# Gunter Wand live (33CD, Sony, 2017)



## 56531 (May 3, 2020)

hi, I would like to buy this box, unfortunately it came out in 2017 in a limited edition, and on amazon there is practically no more ... does anyone have any idea if I can still find it elsewhere at a reasonable price? I write from Italy (let's say I would not go beyond 150 euros) thank you very much


----------



## Rogerx (Apr 27, 2018)

Kolberg said:


> hi, I would like to buy this box, unfortunately it came out in 2017 in a limited edition, and on amazon there is practically no more ... does anyone have any idea if I can still find it elsewhere at a reasonable price? I write from Italy (let's say I would not go beyond 150 euros) thank you very much


I've tried several sites, alas €150.00 is no option.


----------



## DaddyGeorge (Mar 16, 2020)

Endisc.cz

It probably won't help much ...
I found it here for about 75 Euros, but I don't know if they deliver to Italy and it is also quite possible that the Cds are not in stock.

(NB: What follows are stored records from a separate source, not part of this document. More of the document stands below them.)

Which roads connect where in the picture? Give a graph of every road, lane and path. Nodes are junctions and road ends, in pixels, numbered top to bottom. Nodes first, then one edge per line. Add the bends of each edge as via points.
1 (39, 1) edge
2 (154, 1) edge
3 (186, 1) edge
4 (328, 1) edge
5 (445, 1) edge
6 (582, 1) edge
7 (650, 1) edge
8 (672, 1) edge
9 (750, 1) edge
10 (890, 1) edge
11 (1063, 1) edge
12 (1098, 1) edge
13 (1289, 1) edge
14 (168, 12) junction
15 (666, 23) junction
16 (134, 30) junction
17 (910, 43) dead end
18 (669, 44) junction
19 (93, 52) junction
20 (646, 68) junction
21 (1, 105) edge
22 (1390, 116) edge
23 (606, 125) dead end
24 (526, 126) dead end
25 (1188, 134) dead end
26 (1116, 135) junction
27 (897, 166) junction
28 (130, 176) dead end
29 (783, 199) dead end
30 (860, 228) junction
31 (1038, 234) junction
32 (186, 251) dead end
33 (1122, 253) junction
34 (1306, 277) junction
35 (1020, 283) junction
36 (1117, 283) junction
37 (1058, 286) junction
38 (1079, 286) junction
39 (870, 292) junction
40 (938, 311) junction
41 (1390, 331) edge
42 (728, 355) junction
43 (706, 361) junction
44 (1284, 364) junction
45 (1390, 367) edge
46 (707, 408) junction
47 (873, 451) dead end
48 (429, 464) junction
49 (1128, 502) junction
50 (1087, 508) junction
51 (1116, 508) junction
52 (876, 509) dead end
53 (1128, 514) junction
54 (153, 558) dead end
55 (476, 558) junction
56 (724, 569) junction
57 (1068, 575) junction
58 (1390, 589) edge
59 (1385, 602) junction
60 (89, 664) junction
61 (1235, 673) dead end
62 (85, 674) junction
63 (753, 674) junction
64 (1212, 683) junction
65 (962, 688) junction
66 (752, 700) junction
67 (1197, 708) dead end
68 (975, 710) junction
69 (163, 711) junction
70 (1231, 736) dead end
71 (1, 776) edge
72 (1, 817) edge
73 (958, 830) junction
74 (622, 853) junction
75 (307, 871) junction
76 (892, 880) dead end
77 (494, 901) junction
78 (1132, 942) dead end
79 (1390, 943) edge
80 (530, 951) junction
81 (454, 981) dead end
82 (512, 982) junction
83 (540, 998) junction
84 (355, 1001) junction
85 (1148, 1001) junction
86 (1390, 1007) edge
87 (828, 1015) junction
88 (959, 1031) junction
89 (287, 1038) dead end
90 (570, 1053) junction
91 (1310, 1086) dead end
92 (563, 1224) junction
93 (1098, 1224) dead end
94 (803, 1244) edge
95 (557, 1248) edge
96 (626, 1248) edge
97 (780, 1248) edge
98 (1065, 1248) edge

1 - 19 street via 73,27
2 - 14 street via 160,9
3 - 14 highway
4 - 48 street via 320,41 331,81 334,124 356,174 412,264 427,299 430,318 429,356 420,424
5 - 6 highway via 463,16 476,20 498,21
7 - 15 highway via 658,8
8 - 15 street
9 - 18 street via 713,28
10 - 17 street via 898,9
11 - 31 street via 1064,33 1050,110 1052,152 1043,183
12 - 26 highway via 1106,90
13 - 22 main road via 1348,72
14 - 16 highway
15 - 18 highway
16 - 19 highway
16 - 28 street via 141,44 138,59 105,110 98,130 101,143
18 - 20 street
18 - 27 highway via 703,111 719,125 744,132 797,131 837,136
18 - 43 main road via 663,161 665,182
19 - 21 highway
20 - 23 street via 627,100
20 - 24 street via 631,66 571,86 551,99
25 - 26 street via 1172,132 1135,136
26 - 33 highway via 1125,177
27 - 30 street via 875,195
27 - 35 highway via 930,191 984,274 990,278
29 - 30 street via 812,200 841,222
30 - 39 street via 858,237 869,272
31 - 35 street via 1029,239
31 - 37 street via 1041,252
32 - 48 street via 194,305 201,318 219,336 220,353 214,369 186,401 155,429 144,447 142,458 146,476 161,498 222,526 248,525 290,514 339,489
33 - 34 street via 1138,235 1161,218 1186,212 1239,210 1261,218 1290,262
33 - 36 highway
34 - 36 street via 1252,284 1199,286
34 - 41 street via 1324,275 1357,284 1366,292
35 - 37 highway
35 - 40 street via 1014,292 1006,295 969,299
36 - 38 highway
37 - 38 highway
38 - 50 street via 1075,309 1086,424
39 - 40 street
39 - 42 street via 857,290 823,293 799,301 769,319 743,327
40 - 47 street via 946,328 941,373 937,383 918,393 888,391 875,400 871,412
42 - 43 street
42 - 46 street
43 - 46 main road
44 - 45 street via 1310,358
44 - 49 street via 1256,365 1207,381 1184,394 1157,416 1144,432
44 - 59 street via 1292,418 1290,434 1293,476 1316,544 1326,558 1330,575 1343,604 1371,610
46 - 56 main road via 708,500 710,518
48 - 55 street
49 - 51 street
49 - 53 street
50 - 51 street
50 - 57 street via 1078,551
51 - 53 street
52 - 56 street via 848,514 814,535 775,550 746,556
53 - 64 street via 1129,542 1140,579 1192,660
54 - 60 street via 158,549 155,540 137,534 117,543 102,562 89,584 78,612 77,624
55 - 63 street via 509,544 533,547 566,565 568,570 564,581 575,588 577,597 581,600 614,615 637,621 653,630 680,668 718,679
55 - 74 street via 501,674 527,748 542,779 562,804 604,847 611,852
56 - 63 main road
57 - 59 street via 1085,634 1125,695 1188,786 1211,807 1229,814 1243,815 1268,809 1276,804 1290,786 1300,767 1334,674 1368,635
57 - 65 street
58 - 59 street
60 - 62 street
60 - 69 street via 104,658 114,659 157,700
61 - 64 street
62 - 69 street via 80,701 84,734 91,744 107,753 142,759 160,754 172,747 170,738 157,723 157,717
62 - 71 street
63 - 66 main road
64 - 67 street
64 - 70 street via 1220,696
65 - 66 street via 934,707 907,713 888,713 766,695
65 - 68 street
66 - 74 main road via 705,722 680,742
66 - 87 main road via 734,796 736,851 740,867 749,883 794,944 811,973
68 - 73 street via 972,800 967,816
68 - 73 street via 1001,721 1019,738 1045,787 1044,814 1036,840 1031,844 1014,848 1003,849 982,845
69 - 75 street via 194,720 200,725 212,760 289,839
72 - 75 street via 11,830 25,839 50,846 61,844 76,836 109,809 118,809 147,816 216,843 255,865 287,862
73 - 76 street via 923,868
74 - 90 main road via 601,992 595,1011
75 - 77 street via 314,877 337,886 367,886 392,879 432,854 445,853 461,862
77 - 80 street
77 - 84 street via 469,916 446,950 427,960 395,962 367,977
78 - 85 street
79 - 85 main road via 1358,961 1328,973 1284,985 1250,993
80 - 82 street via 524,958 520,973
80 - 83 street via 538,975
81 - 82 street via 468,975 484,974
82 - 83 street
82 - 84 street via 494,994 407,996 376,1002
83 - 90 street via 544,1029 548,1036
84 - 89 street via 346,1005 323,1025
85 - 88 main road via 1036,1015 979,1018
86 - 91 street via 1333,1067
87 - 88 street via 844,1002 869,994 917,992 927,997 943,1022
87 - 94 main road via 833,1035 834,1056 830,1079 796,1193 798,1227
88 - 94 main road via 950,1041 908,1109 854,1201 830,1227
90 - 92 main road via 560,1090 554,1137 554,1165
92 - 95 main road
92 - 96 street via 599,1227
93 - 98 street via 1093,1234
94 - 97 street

I have already ordered from this store several times and a few times it happened that in the end they could not deliver the mentioned goods...


----------



## 56531 (May 3, 2020)

DaddyGeorge said:


> Endisc.cz
> 
> It probably won't help much ...
> I found it here for about 75 Euros, but I don't know if they deliver to Italy and it is also quite possible that the Cds are not in stock. I have already ordered from this store several times and a few times it happened that in the end they could not deliver the mentioned goods...


Ok grazie!!! 
I'll try to order anyway


----------